══ Extracted data ══

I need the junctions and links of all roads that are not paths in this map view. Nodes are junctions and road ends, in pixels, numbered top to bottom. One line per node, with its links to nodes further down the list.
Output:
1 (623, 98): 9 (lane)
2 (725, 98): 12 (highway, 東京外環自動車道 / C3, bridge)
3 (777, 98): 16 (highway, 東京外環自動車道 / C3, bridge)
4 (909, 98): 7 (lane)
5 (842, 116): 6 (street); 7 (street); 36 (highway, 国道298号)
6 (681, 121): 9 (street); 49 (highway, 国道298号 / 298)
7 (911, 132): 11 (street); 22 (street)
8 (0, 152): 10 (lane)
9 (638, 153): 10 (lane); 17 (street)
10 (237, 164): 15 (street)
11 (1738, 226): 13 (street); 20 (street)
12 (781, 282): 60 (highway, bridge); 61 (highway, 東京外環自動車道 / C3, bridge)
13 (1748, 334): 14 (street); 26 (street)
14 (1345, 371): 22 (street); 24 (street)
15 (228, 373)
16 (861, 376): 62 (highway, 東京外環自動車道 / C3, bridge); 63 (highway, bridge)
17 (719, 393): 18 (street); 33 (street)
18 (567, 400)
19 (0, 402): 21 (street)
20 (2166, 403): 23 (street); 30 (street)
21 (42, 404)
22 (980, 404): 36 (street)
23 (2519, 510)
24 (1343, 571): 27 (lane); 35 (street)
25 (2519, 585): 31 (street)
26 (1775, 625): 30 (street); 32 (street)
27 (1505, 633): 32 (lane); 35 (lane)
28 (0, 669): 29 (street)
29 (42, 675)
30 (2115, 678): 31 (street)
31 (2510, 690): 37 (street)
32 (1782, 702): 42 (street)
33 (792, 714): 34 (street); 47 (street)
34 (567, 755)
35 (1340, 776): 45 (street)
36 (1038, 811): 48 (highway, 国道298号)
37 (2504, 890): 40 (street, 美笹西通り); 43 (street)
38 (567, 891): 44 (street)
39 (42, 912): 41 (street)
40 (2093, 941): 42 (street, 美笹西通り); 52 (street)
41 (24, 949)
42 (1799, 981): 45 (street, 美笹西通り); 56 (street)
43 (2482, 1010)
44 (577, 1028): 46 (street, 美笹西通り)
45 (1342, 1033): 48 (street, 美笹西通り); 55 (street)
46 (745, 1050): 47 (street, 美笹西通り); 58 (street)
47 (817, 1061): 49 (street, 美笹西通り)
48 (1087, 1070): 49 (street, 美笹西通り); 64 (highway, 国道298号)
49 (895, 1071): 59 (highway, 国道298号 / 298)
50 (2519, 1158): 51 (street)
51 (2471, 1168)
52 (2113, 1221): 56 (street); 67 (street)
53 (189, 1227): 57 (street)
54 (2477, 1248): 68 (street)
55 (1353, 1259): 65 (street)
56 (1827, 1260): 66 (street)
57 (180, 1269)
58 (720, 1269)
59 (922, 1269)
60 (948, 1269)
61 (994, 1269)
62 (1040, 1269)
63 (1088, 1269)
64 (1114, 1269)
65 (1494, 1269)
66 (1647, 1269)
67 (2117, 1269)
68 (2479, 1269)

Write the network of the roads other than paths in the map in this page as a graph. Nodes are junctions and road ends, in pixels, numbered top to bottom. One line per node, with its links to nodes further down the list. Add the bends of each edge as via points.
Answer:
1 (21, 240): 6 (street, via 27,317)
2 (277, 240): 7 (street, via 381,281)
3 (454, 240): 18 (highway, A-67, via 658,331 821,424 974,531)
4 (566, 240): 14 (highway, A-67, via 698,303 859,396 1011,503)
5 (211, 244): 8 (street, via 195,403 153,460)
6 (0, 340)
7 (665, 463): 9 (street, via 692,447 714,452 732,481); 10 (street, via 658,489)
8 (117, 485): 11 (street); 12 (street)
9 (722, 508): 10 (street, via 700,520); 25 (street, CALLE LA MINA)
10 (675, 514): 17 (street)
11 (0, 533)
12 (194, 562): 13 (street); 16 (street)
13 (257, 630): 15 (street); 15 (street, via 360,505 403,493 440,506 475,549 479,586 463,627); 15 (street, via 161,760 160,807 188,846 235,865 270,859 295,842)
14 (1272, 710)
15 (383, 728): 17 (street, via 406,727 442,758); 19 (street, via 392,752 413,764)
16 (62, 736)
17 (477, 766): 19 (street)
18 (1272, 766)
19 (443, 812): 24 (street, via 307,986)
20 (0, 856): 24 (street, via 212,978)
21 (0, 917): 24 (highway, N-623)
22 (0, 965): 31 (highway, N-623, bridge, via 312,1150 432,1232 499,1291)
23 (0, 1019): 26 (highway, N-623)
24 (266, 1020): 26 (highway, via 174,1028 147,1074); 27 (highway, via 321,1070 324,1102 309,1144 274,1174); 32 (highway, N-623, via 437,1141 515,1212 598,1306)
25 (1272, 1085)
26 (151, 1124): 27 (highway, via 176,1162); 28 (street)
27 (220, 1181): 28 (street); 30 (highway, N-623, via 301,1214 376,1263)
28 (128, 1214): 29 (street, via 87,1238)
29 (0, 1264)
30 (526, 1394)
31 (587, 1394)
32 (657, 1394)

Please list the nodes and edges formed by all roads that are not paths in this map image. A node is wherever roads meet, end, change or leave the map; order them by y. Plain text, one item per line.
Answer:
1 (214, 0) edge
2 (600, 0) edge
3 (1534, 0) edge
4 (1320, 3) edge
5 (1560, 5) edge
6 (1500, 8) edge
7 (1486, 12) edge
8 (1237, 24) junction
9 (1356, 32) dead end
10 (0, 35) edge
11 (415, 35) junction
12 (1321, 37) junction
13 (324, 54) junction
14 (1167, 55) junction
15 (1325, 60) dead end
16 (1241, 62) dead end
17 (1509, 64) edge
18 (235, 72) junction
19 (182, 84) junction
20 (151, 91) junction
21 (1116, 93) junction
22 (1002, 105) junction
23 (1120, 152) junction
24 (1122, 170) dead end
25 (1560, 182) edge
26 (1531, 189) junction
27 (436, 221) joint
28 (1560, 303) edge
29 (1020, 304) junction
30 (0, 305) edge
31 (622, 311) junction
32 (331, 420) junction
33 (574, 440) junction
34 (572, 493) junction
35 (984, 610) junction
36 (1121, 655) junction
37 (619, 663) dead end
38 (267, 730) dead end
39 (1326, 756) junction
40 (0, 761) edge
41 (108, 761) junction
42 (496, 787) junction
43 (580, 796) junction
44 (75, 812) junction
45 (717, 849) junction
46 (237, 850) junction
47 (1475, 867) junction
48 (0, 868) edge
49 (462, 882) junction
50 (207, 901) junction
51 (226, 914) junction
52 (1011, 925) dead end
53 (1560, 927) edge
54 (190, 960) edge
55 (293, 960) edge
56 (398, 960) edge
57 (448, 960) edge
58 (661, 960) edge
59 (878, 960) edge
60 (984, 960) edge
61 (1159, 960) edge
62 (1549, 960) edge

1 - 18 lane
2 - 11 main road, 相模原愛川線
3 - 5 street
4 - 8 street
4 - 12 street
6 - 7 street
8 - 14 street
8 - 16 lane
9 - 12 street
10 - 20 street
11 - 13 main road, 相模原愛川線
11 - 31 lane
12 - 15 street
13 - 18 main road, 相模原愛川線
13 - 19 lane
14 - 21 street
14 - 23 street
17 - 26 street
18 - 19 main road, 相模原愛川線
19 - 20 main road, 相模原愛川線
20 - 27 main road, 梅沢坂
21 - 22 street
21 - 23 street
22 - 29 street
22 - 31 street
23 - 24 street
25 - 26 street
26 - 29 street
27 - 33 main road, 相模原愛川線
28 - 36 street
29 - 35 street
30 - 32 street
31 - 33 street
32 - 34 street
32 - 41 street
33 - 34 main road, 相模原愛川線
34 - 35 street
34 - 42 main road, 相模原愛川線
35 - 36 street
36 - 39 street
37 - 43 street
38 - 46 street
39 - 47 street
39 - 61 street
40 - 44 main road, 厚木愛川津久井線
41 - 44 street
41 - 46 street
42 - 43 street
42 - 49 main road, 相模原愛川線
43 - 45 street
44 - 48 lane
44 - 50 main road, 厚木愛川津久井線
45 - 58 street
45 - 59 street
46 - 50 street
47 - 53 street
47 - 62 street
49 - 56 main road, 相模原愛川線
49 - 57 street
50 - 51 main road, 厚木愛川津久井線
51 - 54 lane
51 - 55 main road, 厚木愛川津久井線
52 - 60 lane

═══

The expected answer is a copy of each line above containing "bridge".

**Written response**:
2 (725, 98): 12 (highway, 東京外環自動車道 / C3, bridge)
3 (777, 98): 16 (highway, 東京外環自動車道 / C3, bridge)
12 (781, 282): 60 (highway, bridge); 61 (highway, 東京外環自動車道 / C3, bridge)
16 (861, 376): 62 (highway, 東京外環自動車道 / C3, bridge); 63 (highway, bridge)
22 (0, 965): 31 (highway, N-623, bridge, via 312,1150 432,1232 499,1291)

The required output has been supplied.